### What you have to do
Extract the entries in their exact form.

[Material provided]

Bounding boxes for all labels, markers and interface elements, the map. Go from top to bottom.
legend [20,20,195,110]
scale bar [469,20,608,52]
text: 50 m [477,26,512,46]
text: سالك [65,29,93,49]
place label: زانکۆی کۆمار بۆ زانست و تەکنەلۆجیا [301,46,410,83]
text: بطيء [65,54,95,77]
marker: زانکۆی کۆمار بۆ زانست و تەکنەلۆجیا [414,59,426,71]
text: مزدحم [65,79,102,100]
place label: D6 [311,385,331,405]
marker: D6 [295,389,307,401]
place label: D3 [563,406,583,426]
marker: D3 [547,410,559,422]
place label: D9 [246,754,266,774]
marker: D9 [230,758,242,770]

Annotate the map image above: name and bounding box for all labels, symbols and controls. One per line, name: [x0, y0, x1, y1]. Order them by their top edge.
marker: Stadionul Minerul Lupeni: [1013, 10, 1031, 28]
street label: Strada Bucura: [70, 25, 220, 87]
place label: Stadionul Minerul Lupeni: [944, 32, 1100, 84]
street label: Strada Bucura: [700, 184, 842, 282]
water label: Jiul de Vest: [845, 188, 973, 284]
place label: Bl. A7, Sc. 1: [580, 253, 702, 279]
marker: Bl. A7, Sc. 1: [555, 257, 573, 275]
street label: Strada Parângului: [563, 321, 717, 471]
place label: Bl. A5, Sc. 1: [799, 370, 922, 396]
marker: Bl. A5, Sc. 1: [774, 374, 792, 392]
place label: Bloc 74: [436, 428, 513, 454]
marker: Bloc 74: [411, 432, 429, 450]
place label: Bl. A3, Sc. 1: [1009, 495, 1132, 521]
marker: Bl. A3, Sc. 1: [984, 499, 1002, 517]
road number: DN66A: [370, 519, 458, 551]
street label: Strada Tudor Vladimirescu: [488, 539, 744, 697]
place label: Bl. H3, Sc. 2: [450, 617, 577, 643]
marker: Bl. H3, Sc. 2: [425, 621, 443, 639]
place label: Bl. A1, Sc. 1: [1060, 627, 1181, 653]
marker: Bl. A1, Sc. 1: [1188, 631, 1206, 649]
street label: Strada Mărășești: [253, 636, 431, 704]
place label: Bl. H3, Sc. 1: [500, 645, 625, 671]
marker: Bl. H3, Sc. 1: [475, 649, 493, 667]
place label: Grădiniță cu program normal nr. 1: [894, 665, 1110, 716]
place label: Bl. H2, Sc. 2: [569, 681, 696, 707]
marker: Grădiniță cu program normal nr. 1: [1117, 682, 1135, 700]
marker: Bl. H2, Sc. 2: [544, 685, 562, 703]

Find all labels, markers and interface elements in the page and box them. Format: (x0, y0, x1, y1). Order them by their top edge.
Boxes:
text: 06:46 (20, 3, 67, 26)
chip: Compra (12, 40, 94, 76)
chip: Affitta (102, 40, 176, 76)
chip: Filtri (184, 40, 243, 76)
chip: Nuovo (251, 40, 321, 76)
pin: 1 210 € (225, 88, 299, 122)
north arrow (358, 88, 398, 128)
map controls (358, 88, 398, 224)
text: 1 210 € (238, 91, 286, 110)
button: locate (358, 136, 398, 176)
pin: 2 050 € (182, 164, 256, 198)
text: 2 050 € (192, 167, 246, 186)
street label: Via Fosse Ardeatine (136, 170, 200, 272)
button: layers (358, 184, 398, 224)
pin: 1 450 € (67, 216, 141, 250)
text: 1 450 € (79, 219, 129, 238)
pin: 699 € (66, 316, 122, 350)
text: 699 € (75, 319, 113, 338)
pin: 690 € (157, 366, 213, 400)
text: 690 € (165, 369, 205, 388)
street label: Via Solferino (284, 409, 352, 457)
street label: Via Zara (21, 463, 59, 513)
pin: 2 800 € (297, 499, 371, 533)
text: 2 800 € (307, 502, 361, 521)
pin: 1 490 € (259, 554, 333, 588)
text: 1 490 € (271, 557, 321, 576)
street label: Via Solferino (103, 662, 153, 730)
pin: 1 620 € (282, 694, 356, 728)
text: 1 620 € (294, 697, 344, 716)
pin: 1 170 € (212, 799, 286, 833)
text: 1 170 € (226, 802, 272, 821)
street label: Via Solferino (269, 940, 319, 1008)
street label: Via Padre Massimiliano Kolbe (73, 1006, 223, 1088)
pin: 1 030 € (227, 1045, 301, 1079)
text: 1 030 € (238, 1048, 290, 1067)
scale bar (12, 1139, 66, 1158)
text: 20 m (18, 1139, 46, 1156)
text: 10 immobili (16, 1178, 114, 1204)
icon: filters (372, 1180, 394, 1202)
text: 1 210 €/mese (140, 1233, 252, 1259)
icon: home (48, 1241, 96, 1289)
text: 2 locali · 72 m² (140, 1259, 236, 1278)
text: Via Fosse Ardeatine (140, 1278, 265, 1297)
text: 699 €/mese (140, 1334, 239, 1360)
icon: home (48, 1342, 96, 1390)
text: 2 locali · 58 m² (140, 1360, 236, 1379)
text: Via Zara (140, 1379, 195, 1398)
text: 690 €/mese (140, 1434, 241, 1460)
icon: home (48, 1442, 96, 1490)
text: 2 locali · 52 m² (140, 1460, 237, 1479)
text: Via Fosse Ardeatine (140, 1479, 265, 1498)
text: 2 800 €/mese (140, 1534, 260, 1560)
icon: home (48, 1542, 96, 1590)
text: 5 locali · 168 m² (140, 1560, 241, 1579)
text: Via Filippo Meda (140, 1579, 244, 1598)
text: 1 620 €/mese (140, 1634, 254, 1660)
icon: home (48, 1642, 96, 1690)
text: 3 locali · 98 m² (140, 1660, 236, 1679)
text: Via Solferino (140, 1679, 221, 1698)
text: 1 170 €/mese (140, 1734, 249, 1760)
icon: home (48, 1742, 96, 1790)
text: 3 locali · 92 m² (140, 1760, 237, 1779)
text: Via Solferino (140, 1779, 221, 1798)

[/Material provided]

### Response to the task
Bounding boxes for all labels, markers and interface elements, the map. Go from top to bottom.
legend [20,20,195,110]
scale bar [469,20,608,52]
text: 50 m [477,26,512,46]
text: سالك [65,29,93,49]
place label: زانکۆی کۆمار بۆ زانست و تەکنەلۆجیا [301,46,410,83]
text: بطيء [65,54,95,77]
marker: زانکۆی کۆمار بۆ زانست و تەکنەلۆجیا [414,59,426,71]
text: مزدحم [65,79,102,100]
place label: D6 [311,385,331,405]
marker: D6 [295,389,307,401]
place label: D3 [563,406,583,426]
marker: D3 [547,410,559,422]
place label: D9 [246,754,266,774]
marker: D9 [230,758,242,770]

Annotate the map image above: name and bounding box for all labels, symbols and controls. One per line, name: [x0, y0, x1, y1]. Order them by their top edge.
marker: Stadionul Minerul Lupeni: [1013, 10, 1031, 28]
street label: Strada Bucura: [70, 25, 220, 87]
place label: Stadionul Minerul Lupeni: [944, 32, 1100, 84]
street label: Strada Bucura: [700, 184, 842, 282]
water label: Jiul de Vest: [845, 188, 973, 284]
place label: Bl. A7, Sc. 1: [580, 253, 702, 279]
marker: Bl. A7, Sc. 1: [555, 257, 573, 275]
street label: Strada Parângului: [563, 321, 717, 471]
place label: Bl. A5, Sc. 1: [799, 370, 922, 396]
marker: Bl. A5, Sc. 1: [774, 374, 792, 392]
place label: Bloc 74: [436, 428, 513, 454]
marker: Bloc 74: [411, 432, 429, 450]
place label: Bl. A3, Sc. 1: [1009, 495, 1132, 521]
marker: Bl. A3, Sc. 1: [984, 499, 1002, 517]
road number: DN66A: [370, 519, 458, 551]
street label: Strada Tudor Vladimirescu: [488, 539, 744, 697]
place label: Bl. H3, Sc. 2: [450, 617, 577, 643]
marker: Bl. H3, Sc. 2: [425, 621, 443, 639]
place label: Bl. A1, Sc. 1: [1060, 627, 1181, 653]
marker: Bl. A1, Sc. 1: [1188, 631, 1206, 649]
street label: Strada Mărășești: [253, 636, 431, 704]
place label: Bl. H3, Sc. 1: [500, 645, 625, 671]
marker: Bl. H3, Sc. 1: [475, 649, 493, 667]
place label: Grădiniță cu program normal nr. 1: [894, 665, 1110, 716]
place label: Bl. H2, Sc. 2: [569, 681, 696, 707]
marker: Grădiniță cu program normal nr. 1: [1117, 682, 1135, 700]
marker: Bl. H2, Sc. 2: [544, 685, 562, 703]

Find all labels, markers and interface elements in the page and box them. Format: (x0, y0, x1, y1). Order them by their top edge.
Boxes:
text: 06:46 (20, 3, 67, 26)
chip: Compra (12, 40, 94, 76)
chip: Affitta (102, 40, 176, 76)
chip: Filtri (184, 40, 243, 76)
chip: Nuovo (251, 40, 321, 76)
pin: 1 210 € (225, 88, 299, 122)
north arrow (358, 88, 398, 128)
map controls (358, 88, 398, 224)
text: 1 210 € (238, 91, 286, 110)
button: locate (358, 136, 398, 176)
pin: 2 050 € (182, 164, 256, 198)
text: 2 050 € (192, 167, 246, 186)
street label: Via Fosse Ardeatine (136, 170, 200, 272)
button: layers (358, 184, 398, 224)
pin: 1 450 € (67, 216, 141, 250)
text: 1 450 € (79, 219, 129, 238)
pin: 699 € (66, 316, 122, 350)
text: 699 € (75, 319, 113, 338)
pin: 690 € (157, 366, 213, 400)
text: 690 € (165, 369, 205, 388)
street label: Via Solferino (284, 409, 352, 457)
street label: Via Zara (21, 463, 59, 513)
pin: 2 800 € (297, 499, 371, 533)
text: 2 800 € (307, 502, 361, 521)
pin: 1 490 € (259, 554, 333, 588)
text: 1 490 € (271, 557, 321, 576)
street label: Via Solferino (103, 662, 153, 730)
pin: 1 620 € (282, 694, 356, 728)
text: 1 620 € (294, 697, 344, 716)
pin: 1 170 € (212, 799, 286, 833)
text: 1 170 € (226, 802, 272, 821)
street label: Via Solferino (269, 940, 319, 1008)
street label: Via Padre Massimiliano Kolbe (73, 1006, 223, 1088)
pin: 1 030 € (227, 1045, 301, 1079)
text: 1 030 € (238, 1048, 290, 1067)
scale bar (12, 1139, 66, 1158)
text: 20 m (18, 1139, 46, 1156)
text: 10 immobili (16, 1178, 114, 1204)
icon: filters (372, 1180, 394, 1202)
text: 1 210 €/mese (140, 1233, 252, 1259)
icon: home (48, 1241, 96, 1289)
text: 2 locali · 72 m² (140, 1259, 236, 1278)
text: Via Fosse Ardeatine (140, 1278, 265, 1297)
text: 699 €/mese (140, 1334, 239, 1360)
icon: home (48, 1342, 96, 1390)
text: 2 locali · 58 m² (140, 1360, 236, 1379)
text: Via Zara (140, 1379, 195, 1398)
text: 690 €/mese (140, 1434, 241, 1460)
icon: home (48, 1442, 96, 1490)
text: 2 locali · 52 m² (140, 1460, 237, 1479)
text: Via Fosse Ardeatine (140, 1479, 265, 1498)
text: 2 800 €/mese (140, 1534, 260, 1560)
icon: home (48, 1542, 96, 1590)
text: 5 locali · 168 m² (140, 1560, 241, 1579)
text: Via Filippo Meda (140, 1579, 244, 1598)
text: 1 620 €/mese (140, 1634, 254, 1660)
icon: home (48, 1642, 96, 1690)
text: 3 locali · 98 m² (140, 1660, 236, 1679)
text: Via Solferino (140, 1679, 221, 1698)
text: 1 170 €/mese (140, 1734, 249, 1760)
icon: home (48, 1742, 96, 1790)
text: 3 locali · 92 m² (140, 1760, 237, 1779)
text: Via Solferino (140, 1779, 221, 1798)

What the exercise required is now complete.